PORT-AU-PRINCE, HAITI — Les Moulins d’Haiti, flour mill located in Port-Au-Prince, was destroyed yesterday in the devastating earthquake that was centered just outside the densely populated capital of Haiti.

According to local news accounts and trade sources, Les Moulins, the only flour mill in the country, was leveled by the quake. Casualty figures were not immediately available, but several employees were believed to have been trapped in the rubble.

The destruction of the flour mill will make even more difficult addressing a humanitarian situation already of massive proportions. Other milling companies have begun to inquire ways to be of assistance.

The mill is owned as a partnership between the government of Haiti and three private companies including Continental Grain Co. and Seaboard Corp.

The mill had daily capacity of 14,300 cwts and about 900,000 bus of grain storage capacity.

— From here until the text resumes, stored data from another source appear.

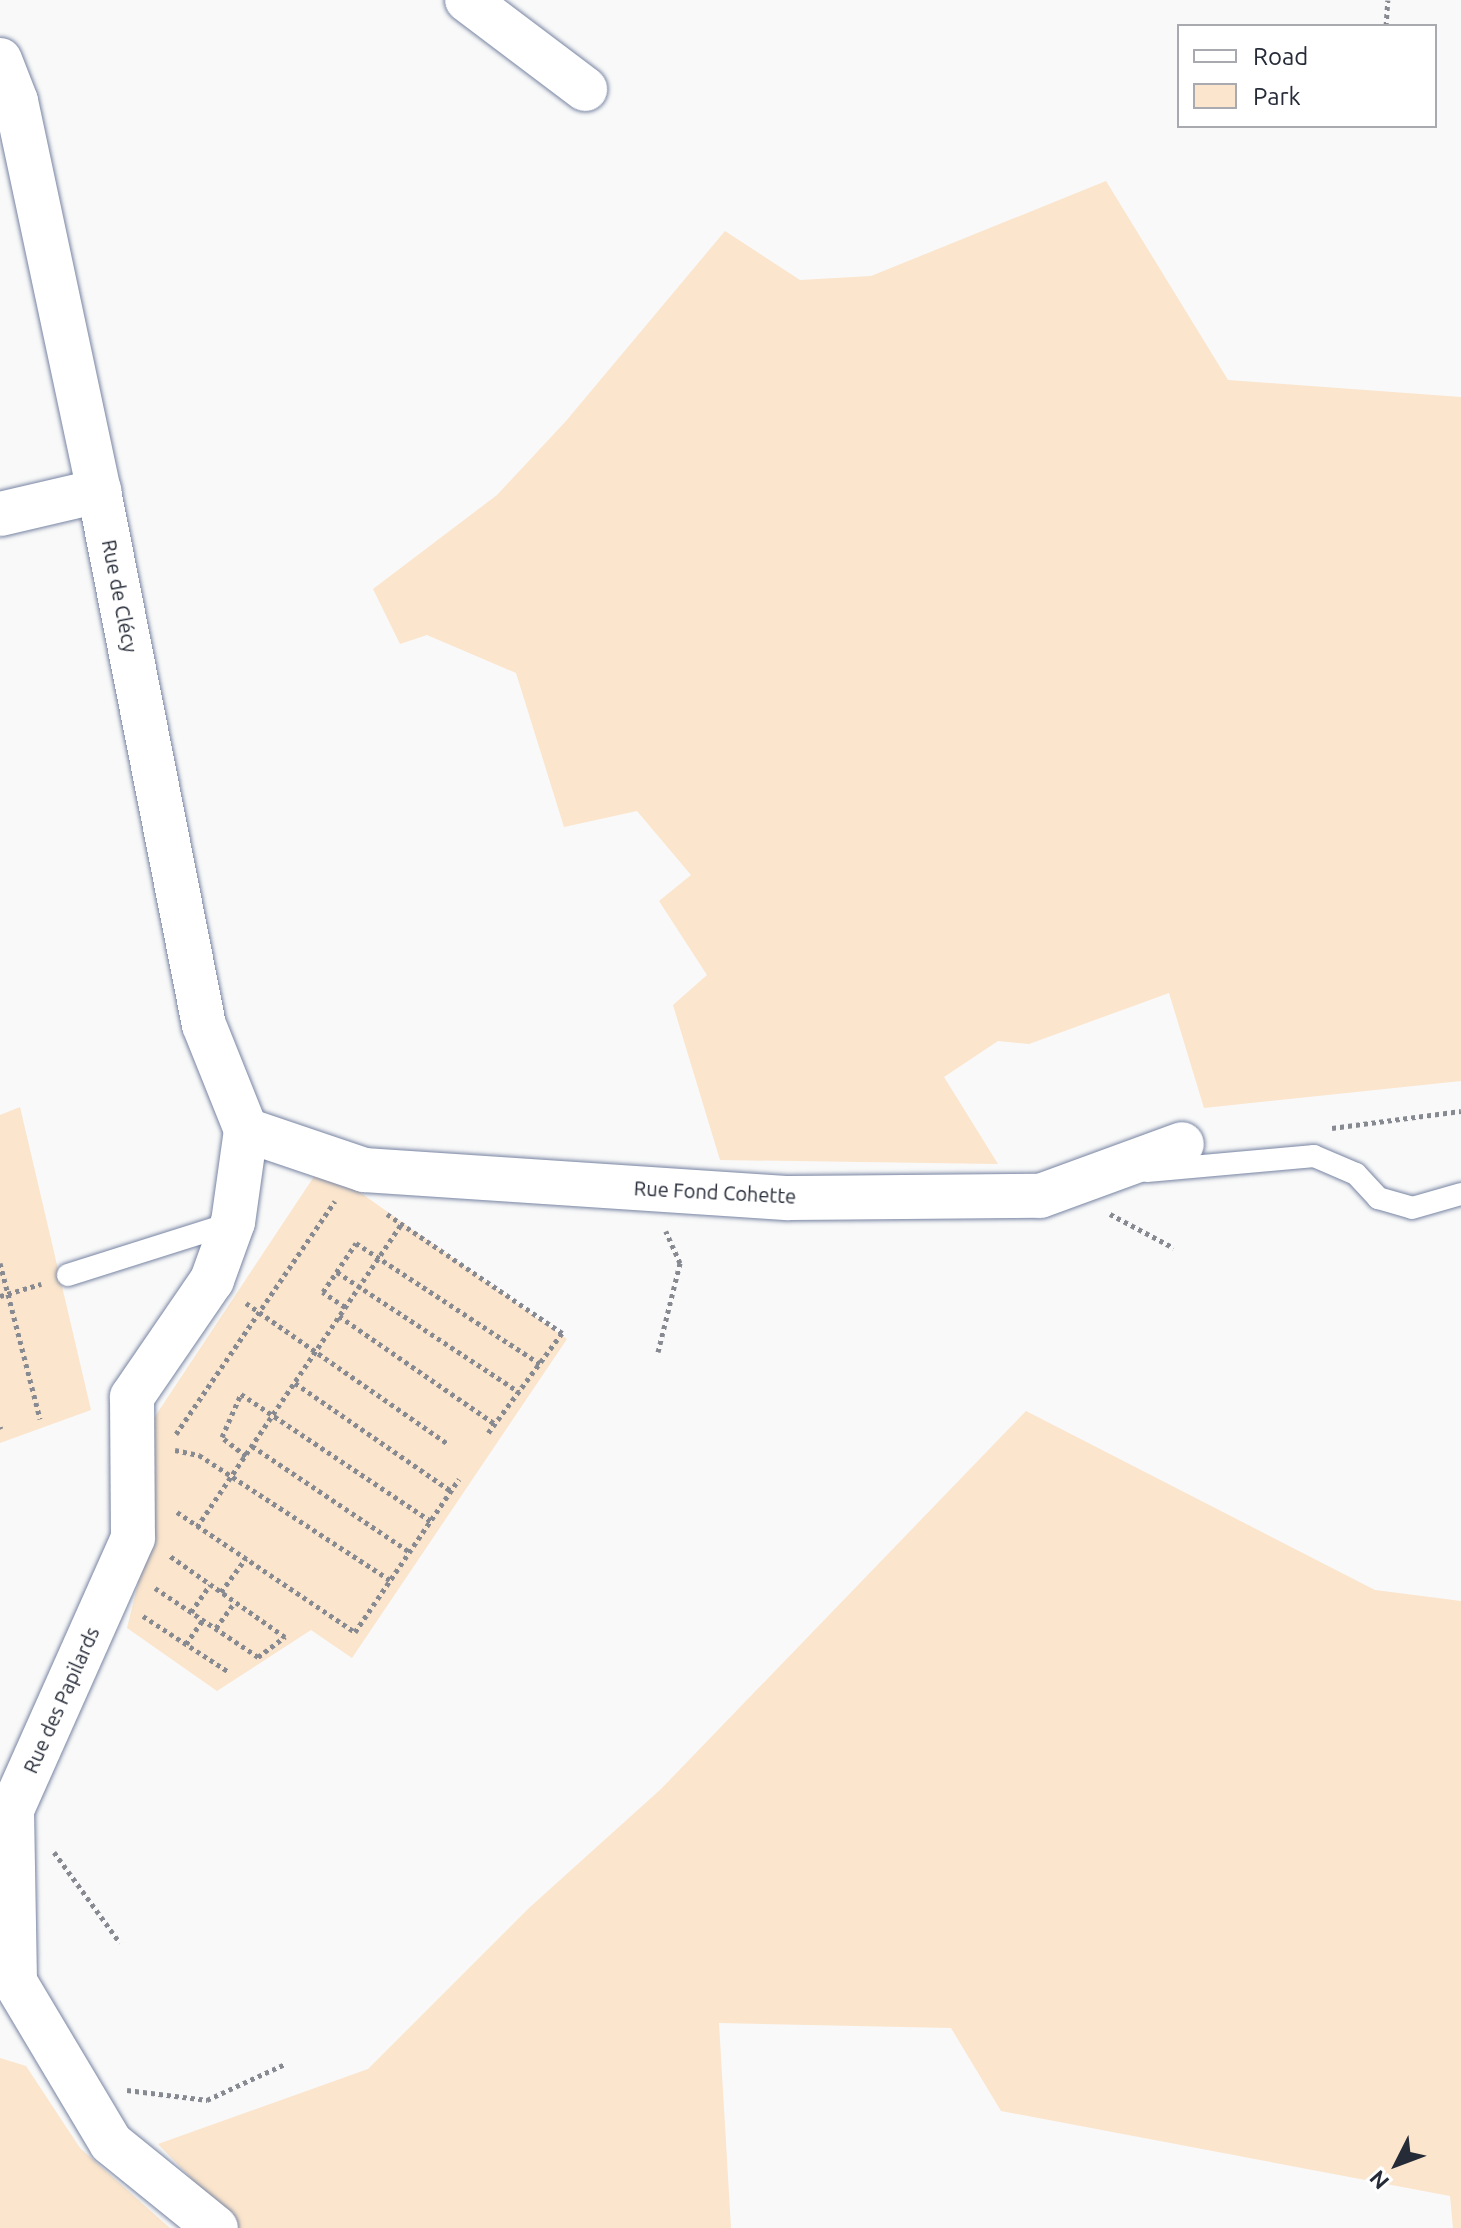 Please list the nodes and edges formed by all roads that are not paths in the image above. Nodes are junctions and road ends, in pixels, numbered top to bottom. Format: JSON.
{"nodes":[{"id":1,"x":467,"y":0,"type":"edge"},
{"id":2,"x":0,"y":60,"type":"edge"},
{"id":3,"x":585,"y":89,"type":"dead end"},
{"id":4,"x":99,"y":491,"type":"junction"},
{"id":5,"x":0,"y":514,"type":"edge"},
{"id":6,"x":246,"y":1130,"type":"junction"},
{"id":7,"x":1182,"y":1144,"type":"dead end"},
{"id":8,"x":1114,"y":1170,"type":"junction"},
{"id":9,"x":1461,"y":1194,"type":"edge"},
{"id":10,"x":233,"y":1222,"type":"junction"},
{"id":11,"x":68,"y":1275,"type":"road end"},
{"id":12,"x":216,"y":2228,"type":"edge"}],
"edges":[{"from":1,"to":3,"type":"street"},
{"from":2,"to":4,"type":"street","name":"Rue de Clécy"},
{"from":4,"to":5,"type":"street"},
{"from":4,"to":6,"type":"street","name":"Rue de Clécy"},
{"from":6,"to":8,"type":"street","name":"Rue Fond Cohette"},
{"from":6,"to":10,"type":"street","name":"Rue des Papilards"},
{"from":7,"to":8,"type":"street","name":"Rue Fond Cohette"},
{"from":8,"to":9,"type":"lane"},
{"from":10,"to":11,"type":"lane"},
{"from":10,"to":12,"type":"street","name":"Rue des Papilards"}]} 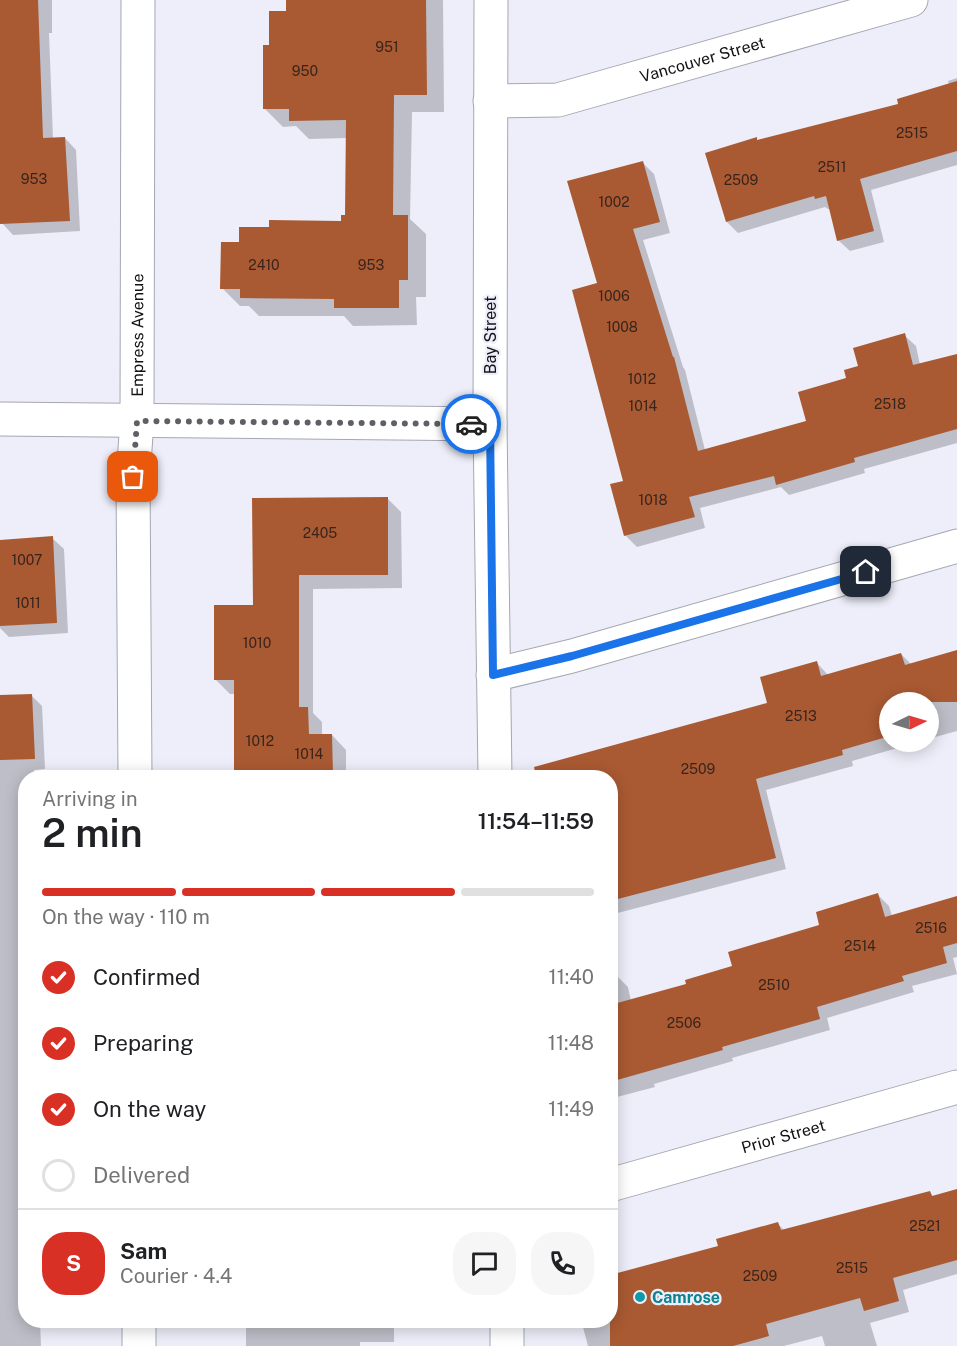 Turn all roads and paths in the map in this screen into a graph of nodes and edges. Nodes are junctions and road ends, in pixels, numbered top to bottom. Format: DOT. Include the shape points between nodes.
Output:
graph roads {
  1 [pos="138,0"];
  2 [pos="491,0"];
  3 [pos="911,0"];
  4 [pos="490,101"];
  5 [pos="0,419"];
  6 [pos="137,421"];
  7 [pos="490,424"];
  8 [pos="957,546"];
  9 [pos="493,675"];
  10 [pos="135,770"];
  11 [pos="495,770"];
  12 [pos="957,1087"];
  13 [pos="618,1183"];
  14 [pos="139,1328"];
  15 [pos="507,1328"];
  16 [pos="139,1346"];
  17 [pos="507,1346"];
  1 -- 6 [label="street, Empress Avenue"];
  2 -- 4 [label="street, Bay Street"];
  3 -- 4 [label="street, Vancouver Street" via="558,100"];
  4 -- 7 [label="street, Bay Street"];
  5 -- 6 [label="street"];
  6 -- 7 [label="street"];
  6 -- 10 [label="street, Empress Avenue" via="133,477"];
  7 -- 9 [label="street, Bay Street"];
  8 -- 9 [label="street"];
  9 -- 11 [label="street, Bay Street"];
  12 -- 13 [label="street, Prior Street"];
  14 -- 16 [label="street"];
  15 -- 17 [label="street"];
} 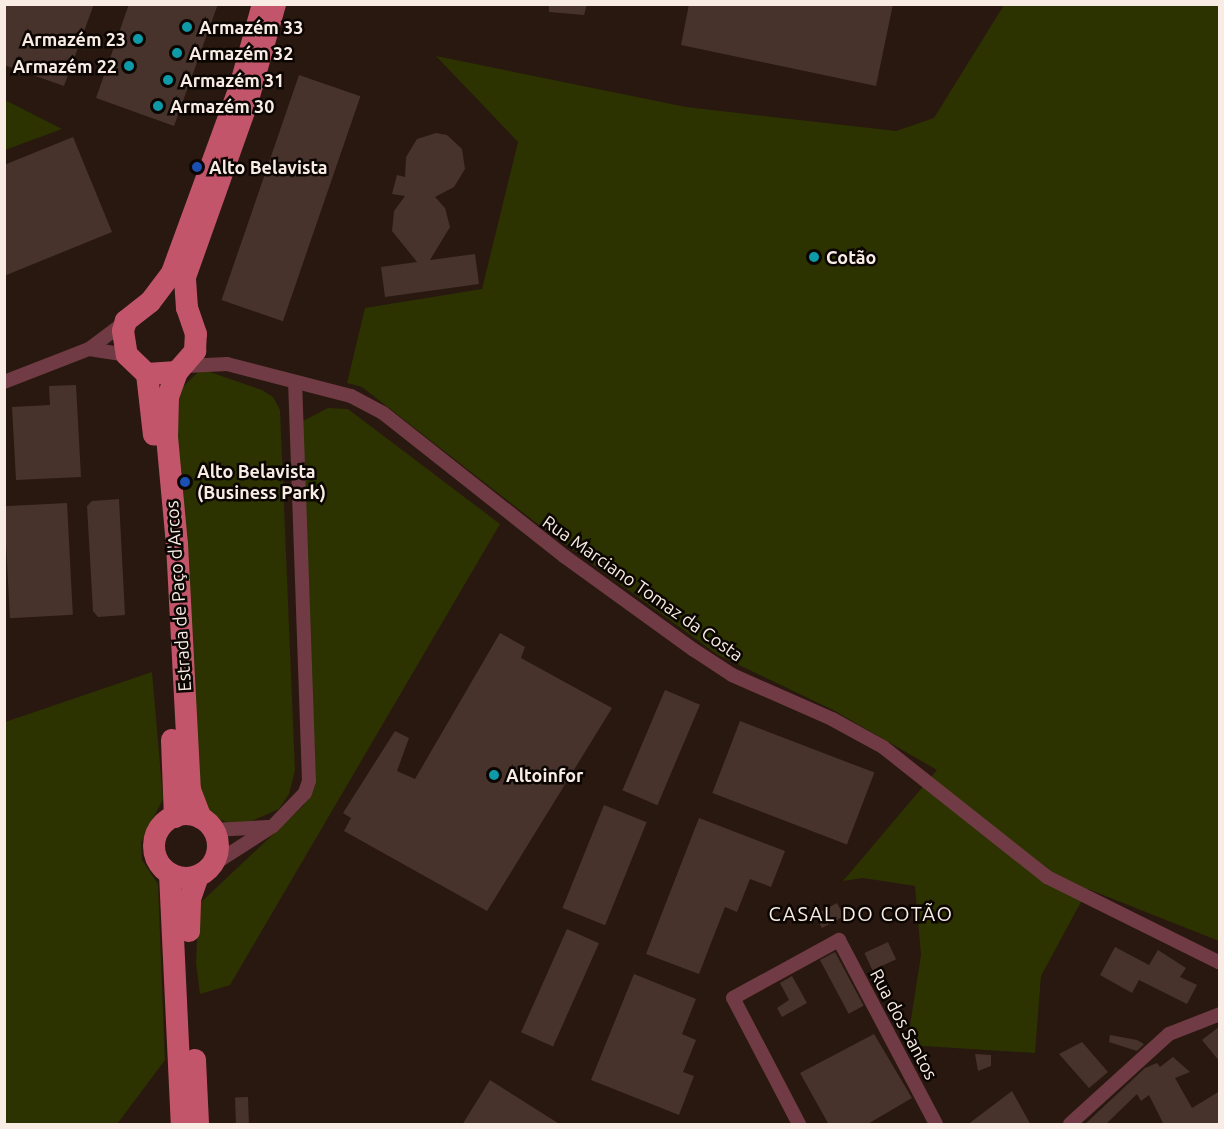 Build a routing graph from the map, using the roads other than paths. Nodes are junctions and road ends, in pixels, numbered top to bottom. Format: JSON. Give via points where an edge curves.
{"nodes":[{"id":1,"x":263,"y":4,"type":"edge"},
{"id":2,"x":275,"y":4,"type":"edge"},
{"id":3,"x":145,"y":306,"type":"junction"},
{"id":4,"x":126,"y":321,"type":"junction"},
{"id":5,"x":194,"y":330,"type":"junction"},
{"id":6,"x":89,"y":349,"type":"junction"},
{"id":7,"x":127,"y":355,"type":"junction"},
{"id":8,"x":227,"y":364,"type":"junction"},
{"id":9,"x":182,"y":369,"type":"junction"},
{"id":10,"x":147,"y":374,"type":"junction"},
{"id":11,"x":4,"y":382,"type":"edge"},
{"id":12,"x":294,"y":384,"type":"junction"},
{"id":13,"x":175,"y":817,"type":"junction"},
{"id":14,"x":207,"y":824,"type":"junction"},
{"id":15,"x":273,"y":826,"type":"junction"},
{"id":16,"x":205,"y":870,"type":"junction"},
{"id":17,"x":170,"y":874,"type":"junction"},
{"id":18,"x":1220,"y":963,"type":"edge"},
{"id":19,"x":1220,"y":1014,"type":"edge"},
{"id":20,"x":182,"y":1125,"type":"edge"},
{"id":21,"x":198,"y":1125,"type":"edge"},
{"id":22,"x":799,"y":1125,"type":"edge"},
{"id":23,"x":936,"y":1125,"type":"edge"},
{"id":24,"x":1070,"y":1125,"type":"edge"}],
"edges":[{"from":1,"to":3,"type":"main road","via":[[240,87],[180,253],[167,281]]},
{"from":2,"to":5,"type":"main road","name":"Estrada de Paço d'Arcos","via":[[248,103],[185,277]]},
{"from":3,"to":4,"type":"main road"},
{"from":3,"to":5,"type":"main road","via":[[170,304]]},
{"from":4,"to":6,"type":"street"},
{"from":4,"to":7,"type":"main road","via":[[123,341]]},
{"from":5,"to":8,"type":"street","name":"Rua Marciano Tomaz da Costa"},
{"from":5,"to":9,"type":"main road","name":"Estrada de Paço d'Arcos"},
{"from":6,"to":7,"type":"street"},
{"from":6,"to":11,"type":"street"},
{"from":7,"to":10,"type":"main road"},
{"from":8,"to":9,"type":"street","name":"Rua Marciano Tomaz da Costa"},
{"from":8,"to":12,"type":"street","name":"Rua Marciano Tomaz da Costa"},
{"from":9,"to":10,"type":"main road"},
{"from":9,"to":14,"type":"main road","name":"Estrada de Paço d'Arcos","via":[[168,397],[167,437],[177,544],[190,790]]},
{"from":10,"to":13,"type":"main road","name":"Estrada de Paço d'Arcos","via":[[164,546]]},
{"from":12,"to":15,"type":"street","via":[[309,781],[305,793]]},
{"from":12,"to":18,"type":"street","name":"Rua Marciano Tomaz da Costa","via":[[351,396],[382,413],[564,556],[732,675],[832,719],[883,747],[1047,877]]},
{"from":13,"to":14,"type":"main road"},
{"from":13,"to":17,"type":"main road","via":[[166,822],[155,839],[157,859]]},
{"from":14,"to":15,"type":"street"},
{"from":14,"to":16,"type":"main road","name":"Estrada de Paço d'Arcos","via":[[218,845]]},
{"from":15,"to":16,"type":"street"},
{"from":16,"to":17,"type":"main road","via":[[187,878]]},
{"from":16,"to":21,"type":"main road","name":"Estrada de Paço d'Arcos","via":[[190,899],[189,922]]},
{"from":17,"to":20,"type":"main road"},
{"from":19,"to":24,"type":"street","via":[[1169,1034]]},
{"from":22,"to":23,"type":"street","name":"Rua dos Santos","via":[[733,998],[839,940]]}]}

Adding poignancy to the mill’s ruin, the facility had survived a number of serious challenges over the past two decades. Les Moulins de Haiti had been closed for seven years because of a coup and subsequent embargo when Seaboard and Continental acquired a stake in the facility in 1998. The companies spent more than $10 million bringing the mill back into working condition and renovating the milling complex.

In the years that followed, mill operations were interrupted on several occasions by severe civil unrest in Haiti as well as several devastating hurricanes there, only to bounce back and resume operations.